* _Problem_:
Return only those lines of the material that contain "tunnel".
****************************************
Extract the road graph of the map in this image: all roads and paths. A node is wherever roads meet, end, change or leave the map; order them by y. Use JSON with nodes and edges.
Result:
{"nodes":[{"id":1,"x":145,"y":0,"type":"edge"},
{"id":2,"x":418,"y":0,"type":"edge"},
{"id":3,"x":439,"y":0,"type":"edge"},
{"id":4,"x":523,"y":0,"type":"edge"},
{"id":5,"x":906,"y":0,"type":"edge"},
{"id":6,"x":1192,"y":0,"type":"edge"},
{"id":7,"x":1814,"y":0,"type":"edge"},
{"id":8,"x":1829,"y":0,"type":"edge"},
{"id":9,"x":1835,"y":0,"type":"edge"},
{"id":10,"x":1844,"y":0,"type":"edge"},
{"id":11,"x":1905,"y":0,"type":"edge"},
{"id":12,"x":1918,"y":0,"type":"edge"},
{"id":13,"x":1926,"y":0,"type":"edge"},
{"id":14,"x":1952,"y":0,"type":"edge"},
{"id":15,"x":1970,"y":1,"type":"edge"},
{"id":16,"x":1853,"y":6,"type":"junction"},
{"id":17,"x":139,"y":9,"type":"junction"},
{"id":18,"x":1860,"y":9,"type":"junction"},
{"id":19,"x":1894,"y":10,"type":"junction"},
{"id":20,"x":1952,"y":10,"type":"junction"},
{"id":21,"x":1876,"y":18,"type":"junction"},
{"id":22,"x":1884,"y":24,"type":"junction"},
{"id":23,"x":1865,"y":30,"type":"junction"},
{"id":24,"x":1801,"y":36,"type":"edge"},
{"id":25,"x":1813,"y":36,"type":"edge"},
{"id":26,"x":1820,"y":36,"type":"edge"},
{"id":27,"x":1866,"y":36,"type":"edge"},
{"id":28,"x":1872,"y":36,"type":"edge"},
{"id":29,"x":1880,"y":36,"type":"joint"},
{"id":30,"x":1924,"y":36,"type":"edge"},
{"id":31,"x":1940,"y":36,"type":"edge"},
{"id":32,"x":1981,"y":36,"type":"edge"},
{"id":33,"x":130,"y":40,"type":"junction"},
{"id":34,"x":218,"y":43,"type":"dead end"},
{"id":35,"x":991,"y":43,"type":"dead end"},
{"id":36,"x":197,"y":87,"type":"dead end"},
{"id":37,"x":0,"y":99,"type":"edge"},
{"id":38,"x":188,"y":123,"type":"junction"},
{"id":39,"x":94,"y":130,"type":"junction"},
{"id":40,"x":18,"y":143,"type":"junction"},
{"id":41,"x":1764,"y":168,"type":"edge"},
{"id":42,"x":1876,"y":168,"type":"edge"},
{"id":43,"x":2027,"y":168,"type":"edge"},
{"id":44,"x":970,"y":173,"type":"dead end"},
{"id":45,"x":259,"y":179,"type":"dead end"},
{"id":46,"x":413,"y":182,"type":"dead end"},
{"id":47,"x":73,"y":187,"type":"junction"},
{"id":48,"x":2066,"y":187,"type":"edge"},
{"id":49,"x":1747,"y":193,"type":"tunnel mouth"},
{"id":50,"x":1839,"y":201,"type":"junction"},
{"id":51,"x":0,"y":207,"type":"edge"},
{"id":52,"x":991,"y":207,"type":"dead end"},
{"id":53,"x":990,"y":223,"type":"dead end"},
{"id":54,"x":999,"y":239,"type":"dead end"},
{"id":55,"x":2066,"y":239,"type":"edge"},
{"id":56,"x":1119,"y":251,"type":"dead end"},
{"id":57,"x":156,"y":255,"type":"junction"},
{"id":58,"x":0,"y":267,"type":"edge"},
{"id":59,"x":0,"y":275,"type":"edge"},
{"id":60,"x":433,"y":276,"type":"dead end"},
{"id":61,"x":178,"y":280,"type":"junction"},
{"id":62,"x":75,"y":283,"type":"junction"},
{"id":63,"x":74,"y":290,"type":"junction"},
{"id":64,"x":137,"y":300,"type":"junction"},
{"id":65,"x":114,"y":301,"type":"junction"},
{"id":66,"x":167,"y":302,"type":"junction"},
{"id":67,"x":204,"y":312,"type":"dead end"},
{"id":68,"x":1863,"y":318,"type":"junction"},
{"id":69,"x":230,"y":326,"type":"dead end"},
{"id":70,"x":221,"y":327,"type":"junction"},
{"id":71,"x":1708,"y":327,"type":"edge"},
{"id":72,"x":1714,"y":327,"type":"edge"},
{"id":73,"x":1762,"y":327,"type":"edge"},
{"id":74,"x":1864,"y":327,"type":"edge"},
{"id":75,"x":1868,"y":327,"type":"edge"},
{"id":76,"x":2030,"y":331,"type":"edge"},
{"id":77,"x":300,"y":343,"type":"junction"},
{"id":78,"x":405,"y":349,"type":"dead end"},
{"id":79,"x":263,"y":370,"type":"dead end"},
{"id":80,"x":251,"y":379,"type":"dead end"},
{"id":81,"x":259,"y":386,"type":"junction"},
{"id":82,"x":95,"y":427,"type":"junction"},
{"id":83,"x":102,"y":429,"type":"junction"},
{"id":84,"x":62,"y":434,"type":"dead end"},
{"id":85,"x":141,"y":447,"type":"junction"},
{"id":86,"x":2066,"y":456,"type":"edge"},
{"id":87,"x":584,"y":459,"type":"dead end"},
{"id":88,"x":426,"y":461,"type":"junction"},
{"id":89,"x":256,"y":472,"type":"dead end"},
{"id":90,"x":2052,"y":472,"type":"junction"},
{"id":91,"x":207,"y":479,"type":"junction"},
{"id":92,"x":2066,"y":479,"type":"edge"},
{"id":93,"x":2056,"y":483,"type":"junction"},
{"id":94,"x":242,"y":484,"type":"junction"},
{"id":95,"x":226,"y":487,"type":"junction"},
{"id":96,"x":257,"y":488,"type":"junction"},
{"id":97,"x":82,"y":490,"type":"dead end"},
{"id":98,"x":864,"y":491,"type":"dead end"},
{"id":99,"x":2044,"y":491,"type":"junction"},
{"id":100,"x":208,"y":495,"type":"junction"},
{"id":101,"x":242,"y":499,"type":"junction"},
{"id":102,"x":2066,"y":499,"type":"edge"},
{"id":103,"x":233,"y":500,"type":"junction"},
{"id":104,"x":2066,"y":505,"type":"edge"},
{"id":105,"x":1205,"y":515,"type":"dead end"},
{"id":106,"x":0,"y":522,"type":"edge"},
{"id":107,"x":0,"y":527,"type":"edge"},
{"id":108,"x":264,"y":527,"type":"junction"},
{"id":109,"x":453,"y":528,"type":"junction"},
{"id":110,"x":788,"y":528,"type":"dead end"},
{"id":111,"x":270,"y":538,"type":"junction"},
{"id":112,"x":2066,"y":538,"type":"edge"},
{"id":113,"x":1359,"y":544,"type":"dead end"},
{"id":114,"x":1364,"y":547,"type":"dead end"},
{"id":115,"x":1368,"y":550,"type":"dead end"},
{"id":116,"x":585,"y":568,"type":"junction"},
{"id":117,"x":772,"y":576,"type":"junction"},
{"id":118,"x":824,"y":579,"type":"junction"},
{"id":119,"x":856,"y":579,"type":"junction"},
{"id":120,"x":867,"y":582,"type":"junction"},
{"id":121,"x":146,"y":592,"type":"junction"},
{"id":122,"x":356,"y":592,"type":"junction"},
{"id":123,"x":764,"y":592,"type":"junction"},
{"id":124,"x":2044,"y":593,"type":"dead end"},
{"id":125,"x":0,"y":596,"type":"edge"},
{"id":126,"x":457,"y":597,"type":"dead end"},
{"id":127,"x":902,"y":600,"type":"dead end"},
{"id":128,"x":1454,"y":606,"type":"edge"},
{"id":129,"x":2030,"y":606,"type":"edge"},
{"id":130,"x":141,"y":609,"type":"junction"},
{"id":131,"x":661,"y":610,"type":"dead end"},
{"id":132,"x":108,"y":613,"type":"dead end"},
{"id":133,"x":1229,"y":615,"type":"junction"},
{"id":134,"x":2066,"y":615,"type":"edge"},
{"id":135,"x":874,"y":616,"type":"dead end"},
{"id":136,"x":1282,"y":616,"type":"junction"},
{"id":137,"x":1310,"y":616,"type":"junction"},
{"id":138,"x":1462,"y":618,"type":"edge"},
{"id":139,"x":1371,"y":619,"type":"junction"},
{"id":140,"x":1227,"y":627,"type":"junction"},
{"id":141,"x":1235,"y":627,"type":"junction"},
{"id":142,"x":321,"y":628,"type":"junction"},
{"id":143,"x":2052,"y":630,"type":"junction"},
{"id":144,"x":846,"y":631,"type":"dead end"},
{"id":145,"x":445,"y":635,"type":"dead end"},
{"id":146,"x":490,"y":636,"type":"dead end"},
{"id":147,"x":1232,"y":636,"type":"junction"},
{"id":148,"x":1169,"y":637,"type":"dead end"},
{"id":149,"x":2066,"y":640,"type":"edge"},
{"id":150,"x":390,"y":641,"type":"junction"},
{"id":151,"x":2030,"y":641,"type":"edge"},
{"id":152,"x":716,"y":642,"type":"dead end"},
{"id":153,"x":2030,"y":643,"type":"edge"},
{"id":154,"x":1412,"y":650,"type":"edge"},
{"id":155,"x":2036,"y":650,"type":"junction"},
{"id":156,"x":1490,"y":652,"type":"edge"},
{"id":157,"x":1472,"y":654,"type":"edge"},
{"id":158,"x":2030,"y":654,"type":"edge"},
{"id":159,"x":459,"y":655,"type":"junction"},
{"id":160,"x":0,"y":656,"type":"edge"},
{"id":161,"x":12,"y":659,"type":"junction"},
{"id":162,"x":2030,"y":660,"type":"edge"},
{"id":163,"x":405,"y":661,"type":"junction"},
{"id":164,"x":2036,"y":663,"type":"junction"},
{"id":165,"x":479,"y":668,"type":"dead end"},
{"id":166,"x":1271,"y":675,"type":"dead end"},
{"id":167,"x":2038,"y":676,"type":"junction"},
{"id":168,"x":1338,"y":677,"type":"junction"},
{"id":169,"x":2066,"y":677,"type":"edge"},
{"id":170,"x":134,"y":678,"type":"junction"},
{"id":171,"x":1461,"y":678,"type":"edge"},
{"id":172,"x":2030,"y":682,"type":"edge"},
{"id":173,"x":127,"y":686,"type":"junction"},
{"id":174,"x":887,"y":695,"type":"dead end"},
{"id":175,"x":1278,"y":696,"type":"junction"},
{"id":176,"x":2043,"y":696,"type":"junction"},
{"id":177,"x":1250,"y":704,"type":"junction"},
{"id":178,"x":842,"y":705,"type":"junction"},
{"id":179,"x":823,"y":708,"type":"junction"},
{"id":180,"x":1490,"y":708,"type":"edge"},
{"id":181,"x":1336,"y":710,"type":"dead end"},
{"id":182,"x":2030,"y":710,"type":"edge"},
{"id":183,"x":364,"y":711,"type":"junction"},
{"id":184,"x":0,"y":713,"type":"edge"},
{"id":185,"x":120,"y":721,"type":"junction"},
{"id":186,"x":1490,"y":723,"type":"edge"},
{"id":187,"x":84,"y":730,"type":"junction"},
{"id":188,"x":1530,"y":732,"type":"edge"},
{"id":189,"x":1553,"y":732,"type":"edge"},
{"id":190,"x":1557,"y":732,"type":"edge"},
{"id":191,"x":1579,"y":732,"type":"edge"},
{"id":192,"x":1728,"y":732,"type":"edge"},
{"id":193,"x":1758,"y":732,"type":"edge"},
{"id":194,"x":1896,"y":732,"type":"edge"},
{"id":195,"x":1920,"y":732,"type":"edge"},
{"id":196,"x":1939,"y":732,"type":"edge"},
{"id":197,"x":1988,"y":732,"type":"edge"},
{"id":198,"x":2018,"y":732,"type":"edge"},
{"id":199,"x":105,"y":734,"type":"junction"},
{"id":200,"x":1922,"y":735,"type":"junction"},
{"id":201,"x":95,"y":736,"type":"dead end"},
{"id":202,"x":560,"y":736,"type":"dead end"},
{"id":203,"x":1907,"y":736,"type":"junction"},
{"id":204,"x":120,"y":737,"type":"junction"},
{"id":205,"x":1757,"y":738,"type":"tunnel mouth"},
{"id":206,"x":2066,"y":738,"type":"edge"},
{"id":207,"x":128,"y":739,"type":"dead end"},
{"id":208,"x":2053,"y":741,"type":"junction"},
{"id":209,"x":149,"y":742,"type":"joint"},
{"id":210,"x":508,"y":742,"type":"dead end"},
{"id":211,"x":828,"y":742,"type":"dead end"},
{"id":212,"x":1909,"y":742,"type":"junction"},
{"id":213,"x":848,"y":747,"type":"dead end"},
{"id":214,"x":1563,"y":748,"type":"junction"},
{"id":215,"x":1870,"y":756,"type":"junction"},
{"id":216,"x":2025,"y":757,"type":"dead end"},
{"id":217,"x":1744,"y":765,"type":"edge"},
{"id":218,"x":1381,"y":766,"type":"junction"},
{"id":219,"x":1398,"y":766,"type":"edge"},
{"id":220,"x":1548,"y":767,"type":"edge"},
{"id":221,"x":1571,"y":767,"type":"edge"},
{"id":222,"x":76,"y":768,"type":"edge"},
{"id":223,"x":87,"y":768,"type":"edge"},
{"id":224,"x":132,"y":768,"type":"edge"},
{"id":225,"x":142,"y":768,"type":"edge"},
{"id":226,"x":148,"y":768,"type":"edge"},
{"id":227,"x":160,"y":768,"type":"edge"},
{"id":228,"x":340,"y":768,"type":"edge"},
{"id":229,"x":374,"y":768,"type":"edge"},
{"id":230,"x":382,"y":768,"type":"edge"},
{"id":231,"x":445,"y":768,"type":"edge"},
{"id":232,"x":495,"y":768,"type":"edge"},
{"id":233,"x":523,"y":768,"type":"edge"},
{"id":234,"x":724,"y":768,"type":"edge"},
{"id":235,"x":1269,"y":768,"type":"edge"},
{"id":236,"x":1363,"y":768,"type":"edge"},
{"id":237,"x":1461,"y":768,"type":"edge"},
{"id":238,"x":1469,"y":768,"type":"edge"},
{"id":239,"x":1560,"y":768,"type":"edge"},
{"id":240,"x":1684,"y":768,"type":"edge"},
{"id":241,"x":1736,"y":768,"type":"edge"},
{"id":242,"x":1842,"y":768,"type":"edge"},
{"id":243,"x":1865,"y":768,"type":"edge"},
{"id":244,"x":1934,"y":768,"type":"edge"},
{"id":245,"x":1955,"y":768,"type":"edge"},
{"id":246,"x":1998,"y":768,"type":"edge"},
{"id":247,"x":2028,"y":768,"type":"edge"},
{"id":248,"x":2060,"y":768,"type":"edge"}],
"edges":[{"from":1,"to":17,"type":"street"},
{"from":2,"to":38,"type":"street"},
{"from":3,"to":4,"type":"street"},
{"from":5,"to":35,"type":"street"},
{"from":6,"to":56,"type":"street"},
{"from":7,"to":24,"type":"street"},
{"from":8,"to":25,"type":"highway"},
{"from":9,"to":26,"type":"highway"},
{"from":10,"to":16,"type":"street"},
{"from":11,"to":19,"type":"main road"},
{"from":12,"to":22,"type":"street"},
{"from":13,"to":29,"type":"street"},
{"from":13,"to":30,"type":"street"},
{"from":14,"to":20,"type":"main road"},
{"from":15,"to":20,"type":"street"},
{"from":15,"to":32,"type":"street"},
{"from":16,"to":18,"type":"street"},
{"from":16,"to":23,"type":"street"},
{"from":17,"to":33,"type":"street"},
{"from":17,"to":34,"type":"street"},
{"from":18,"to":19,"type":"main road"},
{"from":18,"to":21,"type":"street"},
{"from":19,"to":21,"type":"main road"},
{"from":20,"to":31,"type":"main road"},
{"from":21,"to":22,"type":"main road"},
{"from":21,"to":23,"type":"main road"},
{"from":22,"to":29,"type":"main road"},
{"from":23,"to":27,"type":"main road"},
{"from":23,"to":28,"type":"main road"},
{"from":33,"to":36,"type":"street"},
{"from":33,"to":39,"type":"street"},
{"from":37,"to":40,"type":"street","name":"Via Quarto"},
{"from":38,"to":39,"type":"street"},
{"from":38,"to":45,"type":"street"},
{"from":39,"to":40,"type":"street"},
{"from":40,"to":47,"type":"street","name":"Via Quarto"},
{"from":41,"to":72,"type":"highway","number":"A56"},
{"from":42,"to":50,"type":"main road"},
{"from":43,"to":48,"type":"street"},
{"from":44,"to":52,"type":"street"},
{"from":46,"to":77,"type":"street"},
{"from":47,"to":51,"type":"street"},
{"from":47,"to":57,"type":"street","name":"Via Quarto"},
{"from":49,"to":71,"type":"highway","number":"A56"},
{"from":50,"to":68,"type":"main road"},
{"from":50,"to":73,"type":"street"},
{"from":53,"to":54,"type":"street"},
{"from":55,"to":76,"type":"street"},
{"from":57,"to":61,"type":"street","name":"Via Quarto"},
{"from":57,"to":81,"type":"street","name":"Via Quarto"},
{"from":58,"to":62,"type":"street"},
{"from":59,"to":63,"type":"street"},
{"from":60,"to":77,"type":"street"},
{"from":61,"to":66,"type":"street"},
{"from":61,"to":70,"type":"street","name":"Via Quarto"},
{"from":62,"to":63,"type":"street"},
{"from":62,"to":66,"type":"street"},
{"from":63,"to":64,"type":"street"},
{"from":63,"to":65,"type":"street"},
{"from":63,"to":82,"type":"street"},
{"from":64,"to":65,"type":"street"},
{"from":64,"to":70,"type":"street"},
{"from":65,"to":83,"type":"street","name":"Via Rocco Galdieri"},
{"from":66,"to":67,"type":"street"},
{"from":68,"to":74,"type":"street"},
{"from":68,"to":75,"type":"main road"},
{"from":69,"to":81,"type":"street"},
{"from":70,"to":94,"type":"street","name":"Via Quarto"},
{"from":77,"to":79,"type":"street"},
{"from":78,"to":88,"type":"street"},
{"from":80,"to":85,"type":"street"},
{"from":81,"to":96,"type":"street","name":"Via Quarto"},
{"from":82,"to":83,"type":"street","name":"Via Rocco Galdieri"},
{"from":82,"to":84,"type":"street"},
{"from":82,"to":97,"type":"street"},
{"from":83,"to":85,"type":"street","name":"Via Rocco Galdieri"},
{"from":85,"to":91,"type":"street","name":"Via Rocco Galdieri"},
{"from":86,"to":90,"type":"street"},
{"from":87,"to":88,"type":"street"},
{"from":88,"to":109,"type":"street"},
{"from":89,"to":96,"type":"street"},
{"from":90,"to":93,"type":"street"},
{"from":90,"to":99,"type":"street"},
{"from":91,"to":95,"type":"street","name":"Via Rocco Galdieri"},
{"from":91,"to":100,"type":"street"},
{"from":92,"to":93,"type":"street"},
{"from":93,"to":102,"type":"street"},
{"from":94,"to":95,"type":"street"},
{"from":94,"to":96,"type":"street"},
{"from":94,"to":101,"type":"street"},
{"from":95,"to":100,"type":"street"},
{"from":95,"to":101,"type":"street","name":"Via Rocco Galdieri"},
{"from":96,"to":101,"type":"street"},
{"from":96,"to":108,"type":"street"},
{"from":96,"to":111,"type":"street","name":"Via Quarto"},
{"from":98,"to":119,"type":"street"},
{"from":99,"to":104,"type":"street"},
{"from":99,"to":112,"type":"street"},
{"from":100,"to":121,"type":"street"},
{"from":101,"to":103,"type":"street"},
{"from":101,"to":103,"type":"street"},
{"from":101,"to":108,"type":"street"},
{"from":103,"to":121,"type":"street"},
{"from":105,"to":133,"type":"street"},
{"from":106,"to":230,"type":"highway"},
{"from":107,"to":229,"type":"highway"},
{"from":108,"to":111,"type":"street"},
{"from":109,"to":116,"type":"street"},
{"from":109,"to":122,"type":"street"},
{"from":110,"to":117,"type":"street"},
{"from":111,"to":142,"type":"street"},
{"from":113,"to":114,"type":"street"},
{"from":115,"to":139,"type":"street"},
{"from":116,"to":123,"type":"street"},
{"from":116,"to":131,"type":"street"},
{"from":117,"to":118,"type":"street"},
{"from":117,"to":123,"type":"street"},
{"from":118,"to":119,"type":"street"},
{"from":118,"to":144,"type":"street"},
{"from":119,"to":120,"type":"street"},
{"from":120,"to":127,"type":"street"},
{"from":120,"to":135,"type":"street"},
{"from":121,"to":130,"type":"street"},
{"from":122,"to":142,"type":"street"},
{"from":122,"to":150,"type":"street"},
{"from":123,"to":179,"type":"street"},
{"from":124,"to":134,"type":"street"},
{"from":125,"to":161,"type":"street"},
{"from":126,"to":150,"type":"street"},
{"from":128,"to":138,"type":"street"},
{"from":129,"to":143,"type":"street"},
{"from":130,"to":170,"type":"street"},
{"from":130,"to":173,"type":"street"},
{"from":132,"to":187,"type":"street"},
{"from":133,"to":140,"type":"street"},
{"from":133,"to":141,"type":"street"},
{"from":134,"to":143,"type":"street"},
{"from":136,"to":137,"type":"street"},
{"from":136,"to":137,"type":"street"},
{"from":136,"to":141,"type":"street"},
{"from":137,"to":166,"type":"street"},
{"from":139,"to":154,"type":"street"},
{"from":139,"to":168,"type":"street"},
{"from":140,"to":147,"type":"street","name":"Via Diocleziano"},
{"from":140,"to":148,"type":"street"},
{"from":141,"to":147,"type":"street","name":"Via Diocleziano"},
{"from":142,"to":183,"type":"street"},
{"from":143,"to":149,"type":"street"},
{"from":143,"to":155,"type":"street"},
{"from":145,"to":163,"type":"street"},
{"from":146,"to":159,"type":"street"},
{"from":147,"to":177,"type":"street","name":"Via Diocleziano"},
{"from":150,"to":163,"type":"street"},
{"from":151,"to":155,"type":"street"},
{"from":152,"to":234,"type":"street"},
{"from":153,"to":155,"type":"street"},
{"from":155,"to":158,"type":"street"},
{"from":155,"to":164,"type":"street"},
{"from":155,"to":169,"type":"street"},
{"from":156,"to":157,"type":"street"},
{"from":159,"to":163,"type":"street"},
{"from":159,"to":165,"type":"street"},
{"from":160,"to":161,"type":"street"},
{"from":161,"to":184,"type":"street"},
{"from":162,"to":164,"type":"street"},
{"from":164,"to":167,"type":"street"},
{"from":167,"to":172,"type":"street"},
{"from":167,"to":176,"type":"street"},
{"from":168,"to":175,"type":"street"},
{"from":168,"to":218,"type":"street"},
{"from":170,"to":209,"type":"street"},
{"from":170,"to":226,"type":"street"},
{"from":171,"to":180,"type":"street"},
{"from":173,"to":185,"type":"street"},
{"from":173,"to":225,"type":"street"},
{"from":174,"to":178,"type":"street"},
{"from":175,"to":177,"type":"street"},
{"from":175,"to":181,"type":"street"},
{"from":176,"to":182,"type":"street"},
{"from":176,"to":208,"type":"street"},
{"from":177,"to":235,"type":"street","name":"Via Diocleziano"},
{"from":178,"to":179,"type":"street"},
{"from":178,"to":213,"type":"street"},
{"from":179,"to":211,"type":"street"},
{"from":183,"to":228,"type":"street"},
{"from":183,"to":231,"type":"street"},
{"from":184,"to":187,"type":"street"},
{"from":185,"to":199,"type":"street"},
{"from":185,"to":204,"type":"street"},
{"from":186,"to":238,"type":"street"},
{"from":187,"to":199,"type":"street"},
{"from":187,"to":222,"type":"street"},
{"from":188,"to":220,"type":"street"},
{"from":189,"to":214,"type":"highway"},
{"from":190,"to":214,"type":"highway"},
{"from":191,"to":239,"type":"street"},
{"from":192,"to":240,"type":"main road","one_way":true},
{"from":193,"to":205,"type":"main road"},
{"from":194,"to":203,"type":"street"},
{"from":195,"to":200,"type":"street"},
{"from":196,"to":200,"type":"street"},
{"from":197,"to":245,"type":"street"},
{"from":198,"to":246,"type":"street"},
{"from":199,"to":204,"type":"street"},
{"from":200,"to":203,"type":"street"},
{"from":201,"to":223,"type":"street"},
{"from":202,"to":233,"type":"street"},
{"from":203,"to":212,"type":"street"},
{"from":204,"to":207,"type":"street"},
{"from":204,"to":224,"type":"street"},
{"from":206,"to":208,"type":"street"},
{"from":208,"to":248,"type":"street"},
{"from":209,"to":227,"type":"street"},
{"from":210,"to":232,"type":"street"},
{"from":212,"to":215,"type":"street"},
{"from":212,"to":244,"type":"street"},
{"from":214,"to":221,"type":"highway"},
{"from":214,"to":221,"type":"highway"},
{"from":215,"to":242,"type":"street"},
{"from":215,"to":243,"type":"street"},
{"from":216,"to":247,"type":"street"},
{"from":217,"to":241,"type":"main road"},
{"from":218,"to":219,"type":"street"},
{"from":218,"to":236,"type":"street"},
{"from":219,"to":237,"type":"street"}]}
****************************************
* _Response_:
{"id":49,"x":1747,"y":193,"type":"tunnel mouth"},
{"id":205,"x":1757,"y":738,"type":"tunnel mouth"},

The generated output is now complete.